→ ACTION ITEM
In the lines below, look for "roads". Copy each line where it appears.

(Saved entries)

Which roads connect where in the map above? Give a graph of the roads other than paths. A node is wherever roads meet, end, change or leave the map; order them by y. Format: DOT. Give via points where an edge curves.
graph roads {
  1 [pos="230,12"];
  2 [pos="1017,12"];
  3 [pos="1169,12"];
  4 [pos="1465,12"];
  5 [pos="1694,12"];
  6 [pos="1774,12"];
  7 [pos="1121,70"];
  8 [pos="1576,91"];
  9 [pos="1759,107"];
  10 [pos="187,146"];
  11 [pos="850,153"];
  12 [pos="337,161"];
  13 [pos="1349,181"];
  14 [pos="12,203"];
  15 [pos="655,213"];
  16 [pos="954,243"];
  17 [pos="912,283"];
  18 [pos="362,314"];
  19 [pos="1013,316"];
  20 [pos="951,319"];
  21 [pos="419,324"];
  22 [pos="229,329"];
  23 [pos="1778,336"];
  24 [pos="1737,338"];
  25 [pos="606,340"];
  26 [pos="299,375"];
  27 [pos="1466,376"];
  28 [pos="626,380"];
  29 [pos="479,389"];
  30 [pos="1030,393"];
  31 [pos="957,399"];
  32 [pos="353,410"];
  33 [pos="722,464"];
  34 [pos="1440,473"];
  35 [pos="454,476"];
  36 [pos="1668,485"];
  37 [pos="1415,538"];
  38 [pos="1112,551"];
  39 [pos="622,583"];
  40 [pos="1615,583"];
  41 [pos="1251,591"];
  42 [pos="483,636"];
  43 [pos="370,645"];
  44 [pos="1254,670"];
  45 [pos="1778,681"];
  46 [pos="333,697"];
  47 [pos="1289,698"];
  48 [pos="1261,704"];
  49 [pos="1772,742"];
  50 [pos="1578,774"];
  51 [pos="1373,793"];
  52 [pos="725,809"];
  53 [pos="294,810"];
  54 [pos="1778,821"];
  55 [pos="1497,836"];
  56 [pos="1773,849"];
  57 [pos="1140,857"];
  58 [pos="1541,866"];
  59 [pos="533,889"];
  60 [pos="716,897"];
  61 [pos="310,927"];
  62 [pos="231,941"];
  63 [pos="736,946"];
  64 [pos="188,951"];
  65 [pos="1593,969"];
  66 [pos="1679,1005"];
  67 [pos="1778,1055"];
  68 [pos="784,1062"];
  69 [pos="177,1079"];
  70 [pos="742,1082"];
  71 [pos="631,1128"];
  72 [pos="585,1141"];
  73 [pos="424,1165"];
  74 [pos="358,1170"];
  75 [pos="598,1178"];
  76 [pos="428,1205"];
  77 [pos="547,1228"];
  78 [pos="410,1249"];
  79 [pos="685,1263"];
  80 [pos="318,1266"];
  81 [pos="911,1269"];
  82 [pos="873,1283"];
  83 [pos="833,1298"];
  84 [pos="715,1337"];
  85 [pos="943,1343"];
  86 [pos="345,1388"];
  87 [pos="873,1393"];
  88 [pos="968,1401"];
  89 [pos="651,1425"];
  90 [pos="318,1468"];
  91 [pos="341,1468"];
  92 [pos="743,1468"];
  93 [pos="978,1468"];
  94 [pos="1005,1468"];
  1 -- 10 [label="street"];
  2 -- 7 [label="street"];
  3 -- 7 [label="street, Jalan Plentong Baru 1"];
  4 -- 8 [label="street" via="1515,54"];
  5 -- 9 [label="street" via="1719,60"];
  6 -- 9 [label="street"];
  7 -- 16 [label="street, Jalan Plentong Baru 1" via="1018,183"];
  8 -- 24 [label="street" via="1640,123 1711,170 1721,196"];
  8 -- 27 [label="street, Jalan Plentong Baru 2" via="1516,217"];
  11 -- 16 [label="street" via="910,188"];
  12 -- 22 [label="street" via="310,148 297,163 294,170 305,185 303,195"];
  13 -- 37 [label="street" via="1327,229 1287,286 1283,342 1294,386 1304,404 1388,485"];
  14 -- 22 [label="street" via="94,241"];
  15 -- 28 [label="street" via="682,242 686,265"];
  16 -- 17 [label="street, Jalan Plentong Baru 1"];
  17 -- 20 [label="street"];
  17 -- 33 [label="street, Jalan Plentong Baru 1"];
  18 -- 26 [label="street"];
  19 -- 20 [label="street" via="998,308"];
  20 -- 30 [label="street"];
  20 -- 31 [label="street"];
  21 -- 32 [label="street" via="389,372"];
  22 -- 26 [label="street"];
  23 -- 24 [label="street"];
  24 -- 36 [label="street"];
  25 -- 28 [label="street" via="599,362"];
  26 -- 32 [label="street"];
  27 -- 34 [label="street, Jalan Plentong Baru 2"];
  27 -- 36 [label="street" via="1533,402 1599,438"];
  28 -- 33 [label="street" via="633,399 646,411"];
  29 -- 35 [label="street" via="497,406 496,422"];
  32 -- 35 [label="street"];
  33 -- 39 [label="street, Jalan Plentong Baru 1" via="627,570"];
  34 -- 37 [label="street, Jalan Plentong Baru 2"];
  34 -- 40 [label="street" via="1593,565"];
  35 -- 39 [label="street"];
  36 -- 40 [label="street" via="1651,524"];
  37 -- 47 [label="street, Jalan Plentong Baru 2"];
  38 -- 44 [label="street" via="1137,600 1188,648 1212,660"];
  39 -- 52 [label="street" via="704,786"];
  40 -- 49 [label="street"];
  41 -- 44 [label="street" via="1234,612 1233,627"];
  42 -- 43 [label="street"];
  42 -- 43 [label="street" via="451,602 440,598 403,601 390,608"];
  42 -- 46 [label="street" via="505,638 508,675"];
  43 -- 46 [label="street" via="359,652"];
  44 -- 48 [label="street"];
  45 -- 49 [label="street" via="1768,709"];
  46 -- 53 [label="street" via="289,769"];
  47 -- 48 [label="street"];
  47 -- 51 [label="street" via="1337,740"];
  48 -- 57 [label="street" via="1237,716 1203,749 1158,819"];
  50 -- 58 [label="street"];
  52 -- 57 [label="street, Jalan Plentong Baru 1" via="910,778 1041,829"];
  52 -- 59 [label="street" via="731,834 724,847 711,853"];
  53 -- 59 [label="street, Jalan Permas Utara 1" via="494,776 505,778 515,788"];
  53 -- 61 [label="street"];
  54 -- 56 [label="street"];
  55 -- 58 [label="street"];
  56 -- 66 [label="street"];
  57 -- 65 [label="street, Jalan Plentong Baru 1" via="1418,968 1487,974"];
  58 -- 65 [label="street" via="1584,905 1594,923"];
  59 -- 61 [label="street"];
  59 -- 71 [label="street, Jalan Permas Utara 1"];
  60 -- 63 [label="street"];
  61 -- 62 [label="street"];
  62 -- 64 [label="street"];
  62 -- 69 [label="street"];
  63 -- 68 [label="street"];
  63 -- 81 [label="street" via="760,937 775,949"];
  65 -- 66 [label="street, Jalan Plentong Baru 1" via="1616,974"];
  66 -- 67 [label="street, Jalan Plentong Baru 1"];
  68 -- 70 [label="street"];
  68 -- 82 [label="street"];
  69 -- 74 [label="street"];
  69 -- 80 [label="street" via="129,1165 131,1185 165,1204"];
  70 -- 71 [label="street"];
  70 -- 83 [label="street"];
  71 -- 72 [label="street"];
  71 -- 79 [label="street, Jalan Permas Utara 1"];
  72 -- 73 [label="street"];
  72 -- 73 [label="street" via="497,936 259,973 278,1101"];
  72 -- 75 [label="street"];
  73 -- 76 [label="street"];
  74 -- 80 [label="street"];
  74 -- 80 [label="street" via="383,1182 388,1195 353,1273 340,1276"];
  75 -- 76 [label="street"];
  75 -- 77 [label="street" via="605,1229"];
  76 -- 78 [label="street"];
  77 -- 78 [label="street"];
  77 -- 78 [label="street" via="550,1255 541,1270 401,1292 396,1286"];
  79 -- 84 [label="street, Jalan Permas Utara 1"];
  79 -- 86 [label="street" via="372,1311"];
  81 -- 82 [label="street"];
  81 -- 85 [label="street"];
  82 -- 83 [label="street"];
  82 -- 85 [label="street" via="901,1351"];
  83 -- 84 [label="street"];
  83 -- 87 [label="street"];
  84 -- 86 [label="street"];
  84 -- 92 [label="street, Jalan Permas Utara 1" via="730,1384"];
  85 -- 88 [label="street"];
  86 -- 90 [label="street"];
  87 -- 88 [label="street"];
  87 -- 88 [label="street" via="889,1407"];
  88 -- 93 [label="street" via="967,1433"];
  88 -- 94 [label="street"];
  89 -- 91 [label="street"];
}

→ ANSWER AREA
Which roads connect where in the map above? Give a graph of the roads other than paths. A node is wherever roads meet, end, change or leave the map; order them by y. Format: DOT. Give via points where an edge curves.
graph roads {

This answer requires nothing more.